Every line of the material is to be reproduced verbatim.

————

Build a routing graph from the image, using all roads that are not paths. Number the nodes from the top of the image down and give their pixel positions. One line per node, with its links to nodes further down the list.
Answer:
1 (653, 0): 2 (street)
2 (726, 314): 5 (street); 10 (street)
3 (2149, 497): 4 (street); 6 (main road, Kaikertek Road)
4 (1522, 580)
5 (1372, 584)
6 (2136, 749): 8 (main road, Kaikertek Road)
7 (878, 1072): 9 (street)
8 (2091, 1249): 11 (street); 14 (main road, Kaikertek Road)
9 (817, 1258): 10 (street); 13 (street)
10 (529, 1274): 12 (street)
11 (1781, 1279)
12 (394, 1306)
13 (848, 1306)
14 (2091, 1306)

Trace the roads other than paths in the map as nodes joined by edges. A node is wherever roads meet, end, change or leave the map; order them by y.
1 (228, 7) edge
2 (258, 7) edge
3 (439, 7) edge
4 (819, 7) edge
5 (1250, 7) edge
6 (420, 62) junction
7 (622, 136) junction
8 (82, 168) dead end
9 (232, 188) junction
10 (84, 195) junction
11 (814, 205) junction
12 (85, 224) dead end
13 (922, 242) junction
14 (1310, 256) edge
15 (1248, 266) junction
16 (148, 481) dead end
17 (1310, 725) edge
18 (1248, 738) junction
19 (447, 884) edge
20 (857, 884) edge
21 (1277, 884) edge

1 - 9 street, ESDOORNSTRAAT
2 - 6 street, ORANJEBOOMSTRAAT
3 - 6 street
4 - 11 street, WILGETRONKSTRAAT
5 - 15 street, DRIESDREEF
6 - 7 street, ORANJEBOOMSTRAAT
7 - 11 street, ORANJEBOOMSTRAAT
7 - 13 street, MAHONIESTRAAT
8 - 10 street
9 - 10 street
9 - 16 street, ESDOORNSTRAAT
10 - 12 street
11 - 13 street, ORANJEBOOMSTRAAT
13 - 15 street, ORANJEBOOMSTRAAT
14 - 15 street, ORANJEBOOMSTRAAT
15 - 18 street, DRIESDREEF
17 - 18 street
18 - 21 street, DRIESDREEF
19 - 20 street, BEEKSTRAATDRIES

————

Response to this exercise:
Build a routing graph from the image, using all roads that are not paths. Number the nodes from the top of the image down and give their pixel positions. One line per node, with its links to nodes further down the list.
Answer:
1 (653, 0): 2 (street)
2 (726, 314): 5 (street); 10 (street)
3 (2149, 497): 4 (street); 6 (main road, Kaikertek Road)
4 (1522, 580)
5 (1372, 584)
6 (2136, 749): 8 (main road, Kaikertek Road)
7 (878, 1072): 9 (street)
8 (2091, 1249): 11 (street); 14 (main road, Kaikertek Road)
9 (817, 1258): 10 (street); 13 (street)
10 (529, 1274): 12 (street)
11 (1781, 1279)
12 (394, 1306)
13 (848, 1306)
14 (2091, 1306)

Trace the roads other than paths in the map as nodes joined by edges. A node is wherever roads meet, end, change or leave the map; order them by y.
1 (228, 7) edge
2 (258, 7) edge
3 (439, 7) edge
4 (819, 7) edge
5 (1250, 7) edge
6 (420, 62) junction
7 (622, 136) junction
8 (82, 168) dead end
9 (232, 188) junction
10 (84, 195) junction
11 (814, 205) junction
12 (85, 224) dead end
13 (922, 242) junction
14 (1310, 256) edge
15 (1248, 266) junction
16 (148, 481) dead end
17 (1310, 725) edge
18 (1248, 738) junction
19 (447, 884) edge
20 (857, 884) edge
21 (1277, 884) edge

1 - 9 street, ESDOORNSTRAAT
2 - 6 street, ORANJEBOOMSTRAAT
3 - 6 street
4 - 11 street, WILGETRONKSTRAAT
5 - 15 street, DRIESDREEF
6 - 7 street, ORANJEBOOMSTRAAT
7 - 11 street, ORANJEBOOMSTRAAT
7 - 13 street, MAHONIESTRAAT
8 - 10 street
9 - 10 street
9 - 16 street, ESDOORNSTRAAT
10 - 12 street
11 - 13 street, ORANJEBOOMSTRAAT
13 - 15 street, ORANJEBOOMSTRAAT
14 - 15 street, ORANJEBOOMSTRAAT
15 - 18 street, DRIESDREEF
17 - 18 street
18 - 21 street, DRIESDREEF
19 - 20 street, BEEKSTRAATDRIES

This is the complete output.